We include this message in all auto-replies by default.
People should be able to opt out of your SMS program at any time. They should also know how to do so. All mass texting services process special “opt-out keywords” that should immediately unsubscribe people who text them. These words include STOP, UNSUBSCRIBE, STOP, END and CANCEL.
It’s important that these opt out instructions are included in every auto-response that’s sent after a person subscribes. While you’re not required to send the instructions with every text blast, it’s a good idea to do so every once in a while as a reminder.
We include these instructions in all auto-replies by default.
You should only send text messages during normal hours. Be courteous to your subscribers.

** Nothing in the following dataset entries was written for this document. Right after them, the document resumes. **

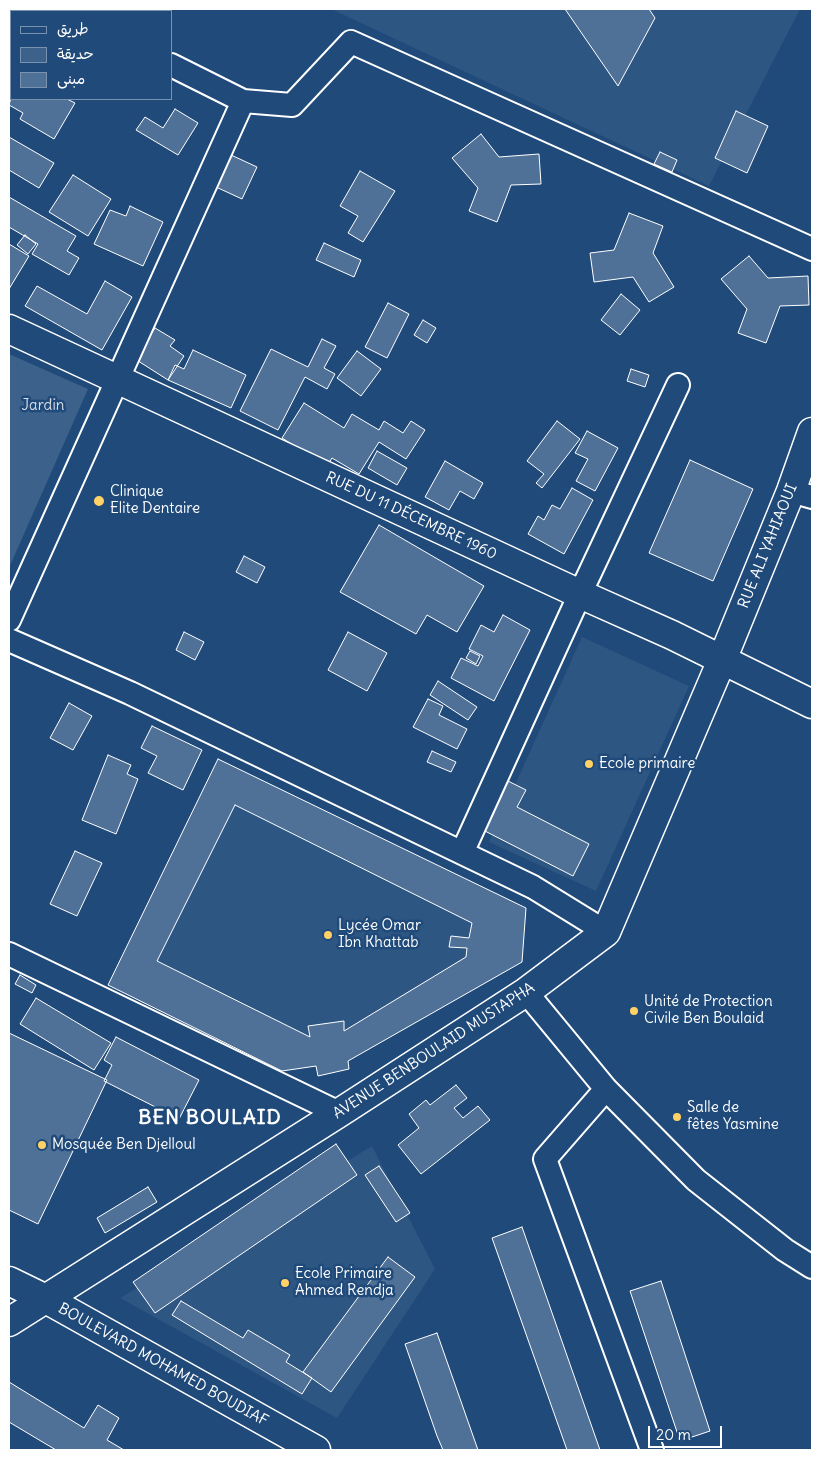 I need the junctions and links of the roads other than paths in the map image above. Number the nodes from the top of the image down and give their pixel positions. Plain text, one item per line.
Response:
1 (172, 66) edge
2 (243, 101) junction
3 (812, 249) edge
4 (9, 328) edge
5 (117, 379) junction
6 (678, 386) dead end
7 (812, 432) edge
8 (802, 494) edge
9 (580, 594) junction
10 (9, 620) edge
11 (9, 640) edge
12 (722, 660) junction
13 (812, 704) edge
14 (462, 853) junction
15 (606, 932) junction
16 (9, 954) edge
17 (526, 992) junction
18 (606, 1089) junction
19 (339, 1113) junction
20 (812, 1267) edge
21 (9, 1281) edge
22 (46, 1299) junction
23 (9, 1322) edge
24 (316, 1450) edge
25 (652, 1450) edge

1 - 2 street
2 - 3 street
2 - 5 street
4 - 5 main road, RUE DU 11 DÉCEMBRE 1960
5 - 9 main road, RUE DU 11 DÉCEMBRE 1960
5 - 10 street
6 - 9 street
7 - 8 main road, RUE ALI YAHIAOUI
8 - 12 main road, RUE ALI YAHIAOUI
9 - 12 main road, RUE DU 11 DÉCEMBRE 1960
9 - 14 street
11 - 14 street
12 - 13 main road, RUE DU 11 DÉCEMBRE 1960
12 - 15 main road
14 - 15 street
15 - 17 main road, AVENUE BENBOULAID MUSTAPHA
16 - 19 street
17 - 18 street
17 - 19 main road, AVENUE BENBOULAID MUSTAPHA
18 - 20 street
18 - 25 street
19 - 22 main road, AVENUE BENBOULAID MUSTAPHA
21 - 22 main road, BOULEVARD MOHAMED BOUDIAF
22 - 23 main road, AVENUE BENBOULAID MUSTAPHA
22 - 24 main road, BOULEVARD MOHAMED BOUDIAF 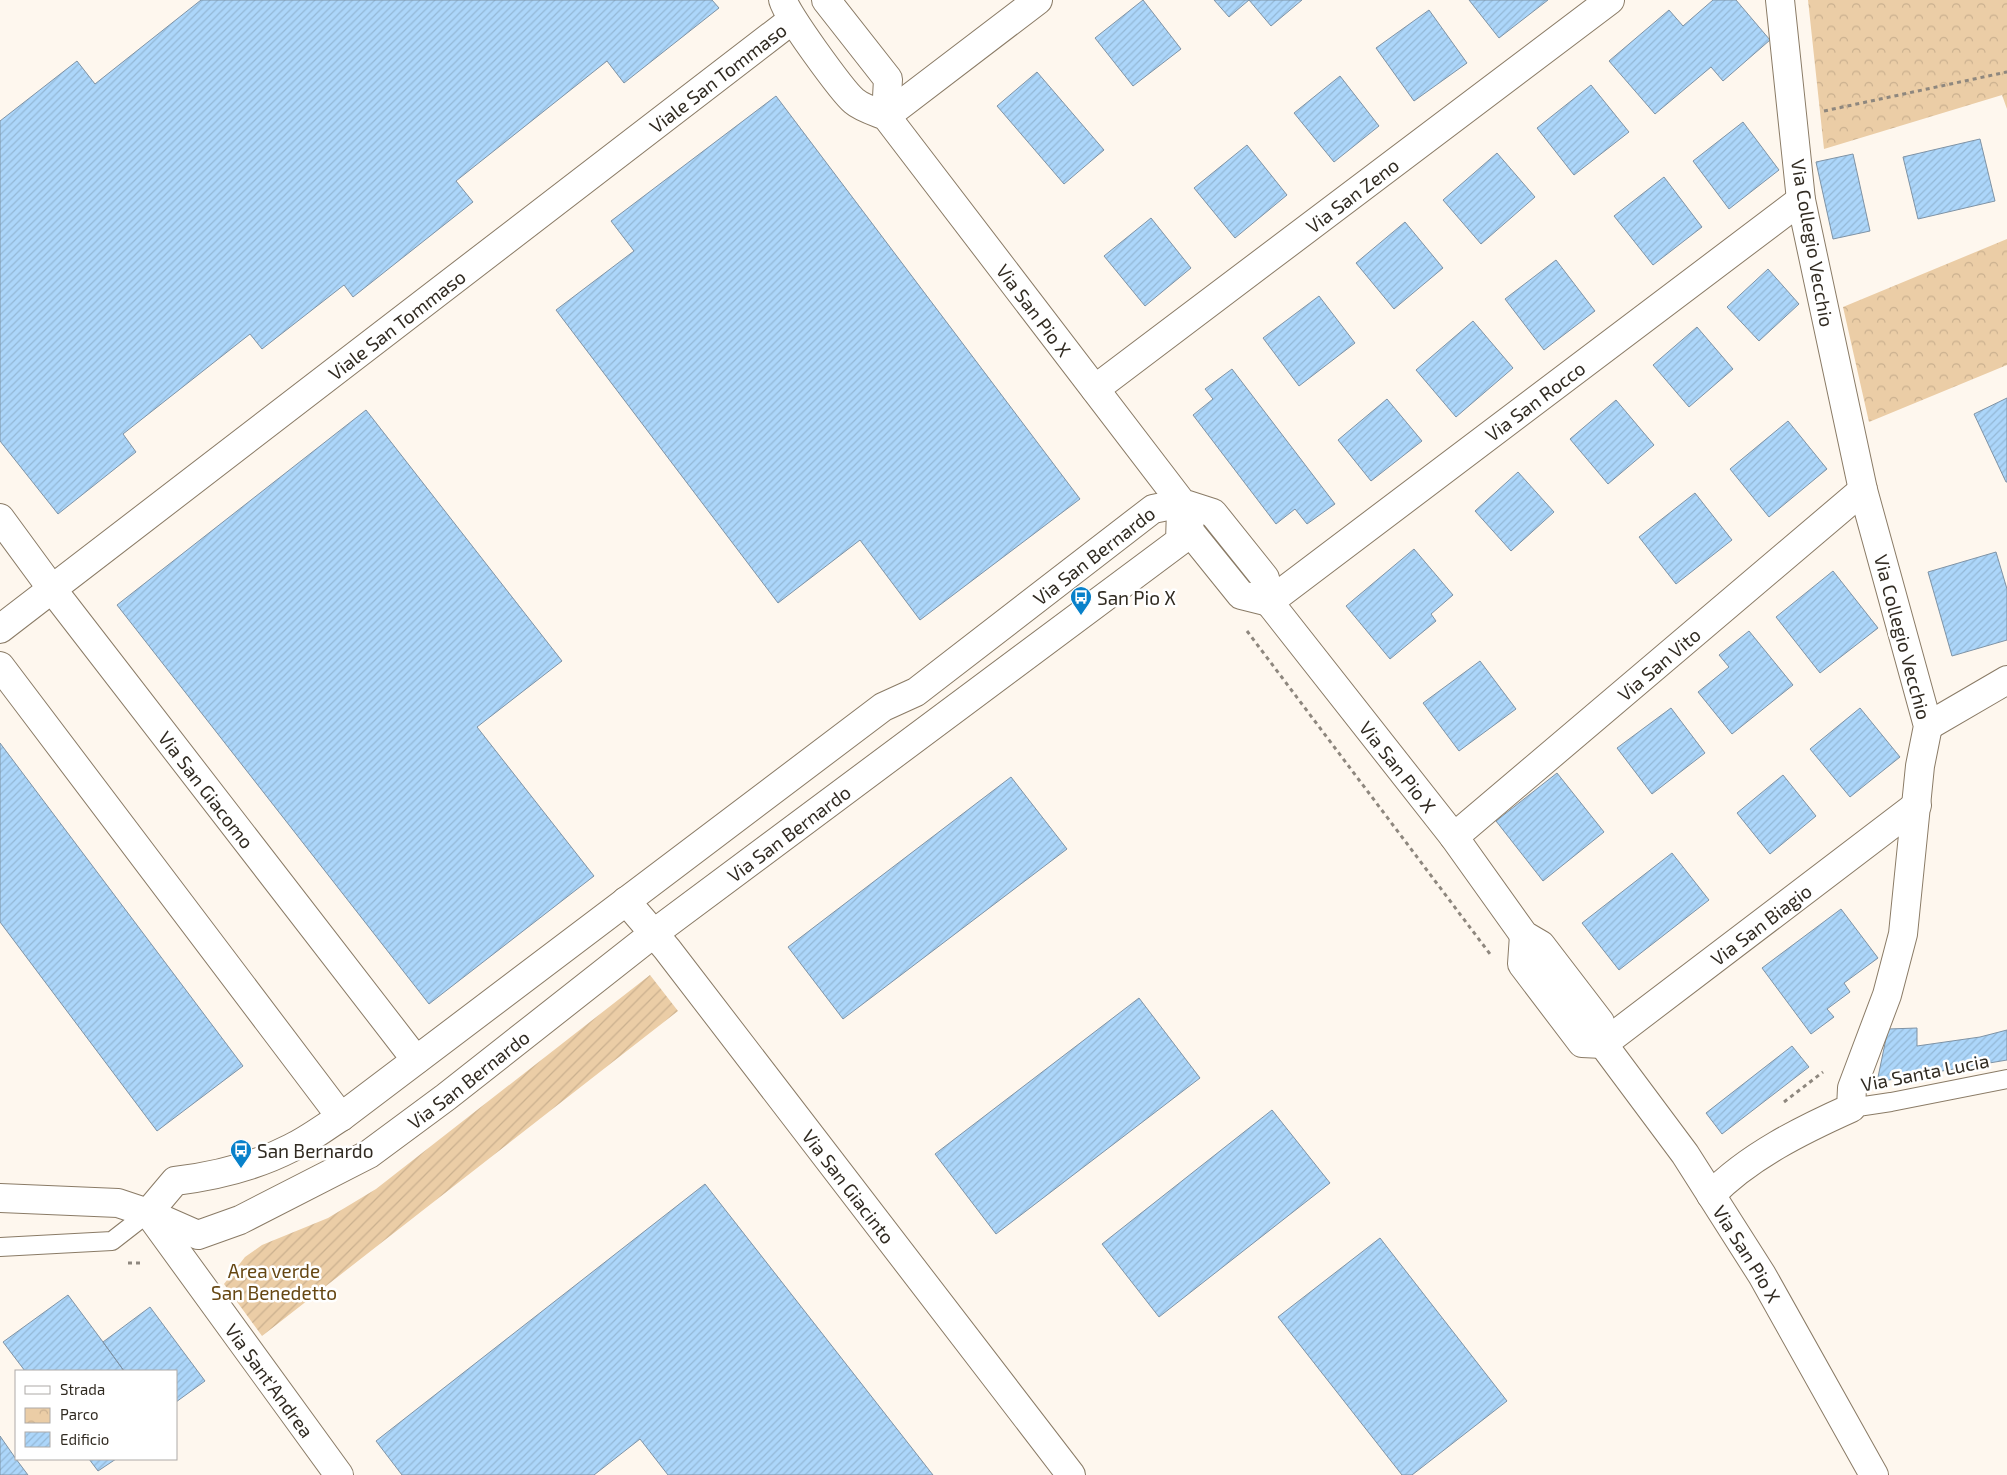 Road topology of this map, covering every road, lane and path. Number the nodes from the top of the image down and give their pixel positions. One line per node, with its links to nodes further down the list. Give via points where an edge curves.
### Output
1 (826, 0): 8 (street, via 888,79)
2 (1038, 0): 8 (street)
3 (1610, 0): 10 (street, Via San Zeno)
4 (1780, 0): 7 (street, Via Collegio Vecchio)
5 (788, 10): 8 (street, Via San Pio X, via 855,101); 14 (street, Viale San Tommaso)
6 (2007, 72): 7 (path, via 1810,114)
7 (1791, 109): 9 (street, Via Collegio Vecchio)
8 (886, 116): 10 (street, Via San Pio X)
9 (1801, 200): 11 (street, Via Collegio Vecchio); 15 (street, Via San Rocco)
10 (1095, 389): 12 (street, Via San Pio X)
11 (1863, 490): 20 (street, Via Collegio Vecchio); 22 (street, Via San Vito)
12 (1182, 503): 15 (street, Via San Pio X, via 1191,533 1241,596); 23 (street, Via San Bernardo, via 1153,508 916,692 883,706); 24 (street, Via San Bernardo, via 1180,541)
13 (0, 518): 14 (street, Via San Giacomo)
14 (52, 589): 17 (street, Viale San Tommaso); 28 (street, Via San Giacomo)
15 (1269, 602): 22 (street, Via San Pio X)
16 (1242, 624): 25 (path)
17 (0, 629)
18 (0, 666): 32 (street)
19 (2007, 680): 20 (street)
20 (1928, 726): 21 (street, Via Collegio Vecchio)
21 (1917, 805): 26 (street, Via San Biagio); 27 (street, Via Collegio Vecchio, via 1903,934 1888,995)
22 (1454, 837): 26 (street, Via San Pio X, via 1524,935 1522,964 1582,1043)
23 (626, 901): 24 (street, Via San Giacinto); 28 (street, Via San Bernardo)
24 (653, 934): 35 (street, Via San Bernardo, via 369,1154 240,1220 198,1235); 40 (street, Via San Giacinto)
25 (1494, 958)
26 (1603, 1044): 33 (street, Via San Pio X, via 1685,1154)
27 (1865, 1049): 30 (path, via 1816,1075); 31 (street, Via Collegio Vecchio, via 1852,1088)
28 (416, 1060): 32 (street, Via San Bernardo)
29 (2007, 1079): 31 (lane, Via Santa Lucia)
30 (1779, 1106)
31 (1852, 1108): 33 (street, via 1813,1125 1731,1175)
32 (341, 1117): 35 (street, Via San Bernardo, via 292,1148 241,1169 217,1176 176,1181)
33 (1711, 1195): 41 (street, Via San Pio X, via 1762,1275)
34 (0, 1198): 35 (street, Via San Bernardo, via 118,1204)
35 (148, 1213): 36 (lane, Via San Bernardo, via 112,1242); 37 (street, Via Sant'Andrea)
36 (0, 1247)
37 (184, 1261): 38 (path); 39 (street, Via Sant'Andrea)
38 (126, 1263)
39 (339, 1475)
40 (1070, 1475)
41 (1874, 1475)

They won't enjoy waking up to your texts in the middle of the night. Also, from an engagement perspective, people will be far less likely to take action.
One of the many benefits of SMS marketing is to inspire immediate action from your subscribers. It's unlikely that anyone will take action during "off hours".
Use SMS shorthand sparingly. While many text abbreviations are widely understood by people today, not everyone will get it. Additionally, it can look unprofessional depending on your target audience.
If you absolutely need to save characters by shortening some of your words, start with the most common text abbreviations and try to keep them to a minimum.
Make sure that every text sent is one of value. People have given you permission to communicate to them via a very personal channel. Make it worth it for them.
Also, if your text program is used for marketing, make sure to keep your messages fresh and exciting. They should feel like a VIP. If you're not giving your subscribers something of value each time you send a group text, chances are, it's not worth it for them and they'll unsubscribe.